A judge refused to grant a temporary restraining order in a lawsuit the Chicago Teachers Union filed against federal education officials and the district’s school board last month, saying that the case was “rife” with “legal deficiencies” and unlikely to succeed.
In the suit, the teachers union argued that special education policies during the coronavirus pandemic had created a crushing burden of paperwork for teachers already scrambling to serve students virtually. It took aim at a district requirement that educators craft remote learning plans for students with special needs by the school year’s end, which union President Jesse Sharkey called “onerous and unmeetable.”
The district sharply criticized the suit, insisting that those plans do not call for a wholesale rewriting of individualized education programs, the documents that spell out the services students with special needs are entitled to receive — they were just “basic accommodations” to continue serving students remotely.
In his opinion, U.S. District Court Judge John Kness said that the court was “sympathetic to the challenges inherent in providing remote special education and services.” But in declining to grant the restraining order, he sided with the defendants when they argued the matter is “fundamentally an employer-employee dispute.”
The union had called out U.S. Secretary of Education Betsy DeVos and her department for failing to recommend to Congress that school districts get the option to waive key parts of the federal special education law amid the pandemic’s disruption. Union leaders said the district had interpreted the law to mean educators and school-based teams had to rewrite special education plans for as many as 70,000 students. Teachers said that requirement, which included a formal conference with parents or guardians to get their input, made the task of serving students with special needs even more difficult.

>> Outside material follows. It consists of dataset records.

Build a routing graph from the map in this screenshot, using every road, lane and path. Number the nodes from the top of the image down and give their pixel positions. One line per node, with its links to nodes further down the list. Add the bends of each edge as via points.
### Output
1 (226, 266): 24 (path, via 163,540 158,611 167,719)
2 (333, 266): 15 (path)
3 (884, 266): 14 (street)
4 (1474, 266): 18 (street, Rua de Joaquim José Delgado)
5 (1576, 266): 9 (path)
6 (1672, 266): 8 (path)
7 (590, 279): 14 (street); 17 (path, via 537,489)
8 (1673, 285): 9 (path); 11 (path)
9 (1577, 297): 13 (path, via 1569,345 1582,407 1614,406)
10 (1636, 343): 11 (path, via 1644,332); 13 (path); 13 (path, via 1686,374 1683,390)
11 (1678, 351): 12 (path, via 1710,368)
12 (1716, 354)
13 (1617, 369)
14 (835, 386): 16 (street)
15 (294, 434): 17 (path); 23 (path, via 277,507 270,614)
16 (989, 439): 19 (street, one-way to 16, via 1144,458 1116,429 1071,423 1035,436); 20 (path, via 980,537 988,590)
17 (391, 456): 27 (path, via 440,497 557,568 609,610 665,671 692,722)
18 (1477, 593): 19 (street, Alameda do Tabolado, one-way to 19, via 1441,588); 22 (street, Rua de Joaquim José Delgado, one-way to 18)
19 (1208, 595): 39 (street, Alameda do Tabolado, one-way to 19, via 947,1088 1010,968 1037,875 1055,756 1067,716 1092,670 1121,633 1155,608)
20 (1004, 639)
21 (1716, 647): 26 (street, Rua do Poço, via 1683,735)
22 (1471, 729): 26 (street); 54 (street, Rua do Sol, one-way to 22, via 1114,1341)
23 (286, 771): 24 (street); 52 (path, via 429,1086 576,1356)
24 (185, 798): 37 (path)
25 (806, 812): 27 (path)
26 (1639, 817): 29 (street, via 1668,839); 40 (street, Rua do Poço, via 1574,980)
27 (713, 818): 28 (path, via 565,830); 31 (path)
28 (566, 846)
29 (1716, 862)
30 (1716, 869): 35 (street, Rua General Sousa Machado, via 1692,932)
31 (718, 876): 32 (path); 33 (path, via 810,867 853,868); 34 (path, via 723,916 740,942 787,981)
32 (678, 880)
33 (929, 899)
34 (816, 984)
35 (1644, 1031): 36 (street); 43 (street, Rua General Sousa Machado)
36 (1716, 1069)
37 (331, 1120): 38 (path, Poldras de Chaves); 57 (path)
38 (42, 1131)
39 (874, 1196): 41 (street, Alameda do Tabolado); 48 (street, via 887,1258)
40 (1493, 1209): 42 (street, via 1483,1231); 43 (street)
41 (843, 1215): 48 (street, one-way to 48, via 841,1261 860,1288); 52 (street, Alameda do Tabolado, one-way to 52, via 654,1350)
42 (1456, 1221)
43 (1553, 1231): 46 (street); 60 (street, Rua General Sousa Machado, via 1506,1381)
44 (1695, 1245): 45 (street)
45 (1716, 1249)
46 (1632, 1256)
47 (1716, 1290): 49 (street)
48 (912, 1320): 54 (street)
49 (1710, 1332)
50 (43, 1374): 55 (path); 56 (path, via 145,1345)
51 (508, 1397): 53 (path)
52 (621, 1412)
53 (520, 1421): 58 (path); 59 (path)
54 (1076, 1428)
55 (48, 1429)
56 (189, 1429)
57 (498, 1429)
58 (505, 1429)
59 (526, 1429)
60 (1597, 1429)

In announcing the lawsuit last month, Chicago educators lamented a lack of clear direction from the district and federal officials about how they can shift learning online for some of the district’s most vulnerable students. The union has said that about 51,850 Chicago students have IEPs and about 20,000 other students have other special plans, which cover non-instructional accommodations such as those addressing food allergies.
After special education advocates filed a complaint in 2017 that Chicago systemically delayed or denied services to children with disabilities, the state school board placed the district under oversight.
The court order, issued late last week, notes that Congress had not specifically empowered DeVos to waive aspects of the federal special education law but rather simply invited her to submit recommendations for additional waivers during the pandemic. It also says the suit does not make a strong claim against the school board, in that it doesn’t show that it incorrectly or capriciously interpreted federal law in the case of the remote learning plans.